The pictures parents post may follow children from birth to death as their data profiles are sold and resold to marketers. They can reinforce prejudices and barriers as marketers decide what sort of person someone is, what kinds of content will be marketed to them, and even what kinds of loans they might be worthy of based on their past. And there are likely long-term implications of these data profiles that we don’t yet understand.
It can also be difficult for parents to keep in mind just who their actual audience is. They may be targeting grandparents in their posts, but on many sites, including Facebook, sharing to one’s whole network is the default that many never change, and photos are visible years in the future. It can also be hard to control re-sharing, so that photos that people think are private can eventually take on a life of their own.

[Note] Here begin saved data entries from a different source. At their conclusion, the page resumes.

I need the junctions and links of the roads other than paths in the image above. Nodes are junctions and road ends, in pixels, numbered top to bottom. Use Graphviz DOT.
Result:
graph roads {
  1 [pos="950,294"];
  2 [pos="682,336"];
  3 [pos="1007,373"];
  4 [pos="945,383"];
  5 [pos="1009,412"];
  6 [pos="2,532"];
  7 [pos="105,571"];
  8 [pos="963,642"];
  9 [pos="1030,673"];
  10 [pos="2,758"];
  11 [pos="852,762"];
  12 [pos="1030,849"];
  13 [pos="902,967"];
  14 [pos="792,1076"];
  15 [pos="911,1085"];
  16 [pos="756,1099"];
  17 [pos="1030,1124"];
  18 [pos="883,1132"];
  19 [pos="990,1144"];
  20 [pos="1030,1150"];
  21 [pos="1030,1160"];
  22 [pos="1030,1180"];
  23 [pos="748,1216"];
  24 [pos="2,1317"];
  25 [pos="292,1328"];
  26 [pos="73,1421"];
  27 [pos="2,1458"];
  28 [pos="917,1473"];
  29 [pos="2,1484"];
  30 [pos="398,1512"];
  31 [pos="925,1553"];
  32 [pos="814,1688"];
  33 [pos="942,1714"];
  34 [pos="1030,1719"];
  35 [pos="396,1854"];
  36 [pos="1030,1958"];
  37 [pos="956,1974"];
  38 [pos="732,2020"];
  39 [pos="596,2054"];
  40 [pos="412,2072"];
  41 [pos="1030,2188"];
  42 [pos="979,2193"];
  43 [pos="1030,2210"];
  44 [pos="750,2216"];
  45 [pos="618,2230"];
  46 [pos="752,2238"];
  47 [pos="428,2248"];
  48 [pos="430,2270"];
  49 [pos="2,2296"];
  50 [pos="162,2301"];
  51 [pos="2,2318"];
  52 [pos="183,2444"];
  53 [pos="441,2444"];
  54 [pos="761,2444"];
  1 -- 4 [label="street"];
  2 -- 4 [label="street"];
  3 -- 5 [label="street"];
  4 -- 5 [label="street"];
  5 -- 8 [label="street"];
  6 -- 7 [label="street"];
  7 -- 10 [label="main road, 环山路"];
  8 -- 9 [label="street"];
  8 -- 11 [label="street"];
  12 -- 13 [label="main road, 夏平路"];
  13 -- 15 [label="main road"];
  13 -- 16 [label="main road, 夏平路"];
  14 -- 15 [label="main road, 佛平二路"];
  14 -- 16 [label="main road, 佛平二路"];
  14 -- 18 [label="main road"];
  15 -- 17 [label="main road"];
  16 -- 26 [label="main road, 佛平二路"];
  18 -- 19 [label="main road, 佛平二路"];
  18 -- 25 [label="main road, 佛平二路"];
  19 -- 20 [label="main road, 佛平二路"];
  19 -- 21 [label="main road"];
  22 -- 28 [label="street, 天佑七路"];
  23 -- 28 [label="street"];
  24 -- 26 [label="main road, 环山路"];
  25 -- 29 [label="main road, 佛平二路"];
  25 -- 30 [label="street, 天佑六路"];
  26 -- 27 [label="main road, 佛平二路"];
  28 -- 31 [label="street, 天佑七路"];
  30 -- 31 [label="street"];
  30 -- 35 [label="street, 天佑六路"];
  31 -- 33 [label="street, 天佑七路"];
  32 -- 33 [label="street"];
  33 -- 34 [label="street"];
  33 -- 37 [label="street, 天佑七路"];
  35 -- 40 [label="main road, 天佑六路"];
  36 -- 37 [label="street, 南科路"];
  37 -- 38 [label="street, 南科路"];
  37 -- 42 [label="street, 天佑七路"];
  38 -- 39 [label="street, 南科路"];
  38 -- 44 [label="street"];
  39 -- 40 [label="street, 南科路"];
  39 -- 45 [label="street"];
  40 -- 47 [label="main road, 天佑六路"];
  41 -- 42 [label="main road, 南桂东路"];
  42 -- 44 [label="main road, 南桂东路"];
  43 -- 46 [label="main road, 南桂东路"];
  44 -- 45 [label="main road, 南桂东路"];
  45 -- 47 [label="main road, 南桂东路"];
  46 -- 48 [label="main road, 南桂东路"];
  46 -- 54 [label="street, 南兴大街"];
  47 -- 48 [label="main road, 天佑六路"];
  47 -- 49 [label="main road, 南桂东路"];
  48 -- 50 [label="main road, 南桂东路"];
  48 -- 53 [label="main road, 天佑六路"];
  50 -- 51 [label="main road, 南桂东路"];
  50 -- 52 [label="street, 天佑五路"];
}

These issues are thorny enough when deciding to post pictures of ourselves online—in fact, research shows that adults are sharing less personal content on social-networking sites (much to Facebook’s chagrin!). They may be compounded for children.
Some people who share photos say they are building an online community. Indeed, there are definitely benefits to creating such support structures of parents. But the benefits to children are less clear, and the risks are high enough that I would encourage parents to think about posting a few paragraphs of text instead of a photograph.
It’s also true, as some people who share argue, that information will end up online eventually. But rather than use that fact as a reason to post photographs of our own, we should take it as a warning to be even more cognizant of the information about us and our children that ends up online.
Finally, there’s the crucial issue of consent. Children are rarely given the opportunity to agree to having pictures of themselves shared online by others, and they may not fully understand what they are consenting to. Children also often don’t have control over how they are portrayed when others are posting. They may not understand how that embarrassingly cute photo of them that parents adore might come back to haunt them years later when bullies or future employers or bitter ex-lovers unearth it.
This isn’t to say youth don’t make missteps when managing their own online identities. But allowing them to create those identities themselves, rather than contending with something their parents have already crafted for them, could be an important part of developing independence while maintaining trust.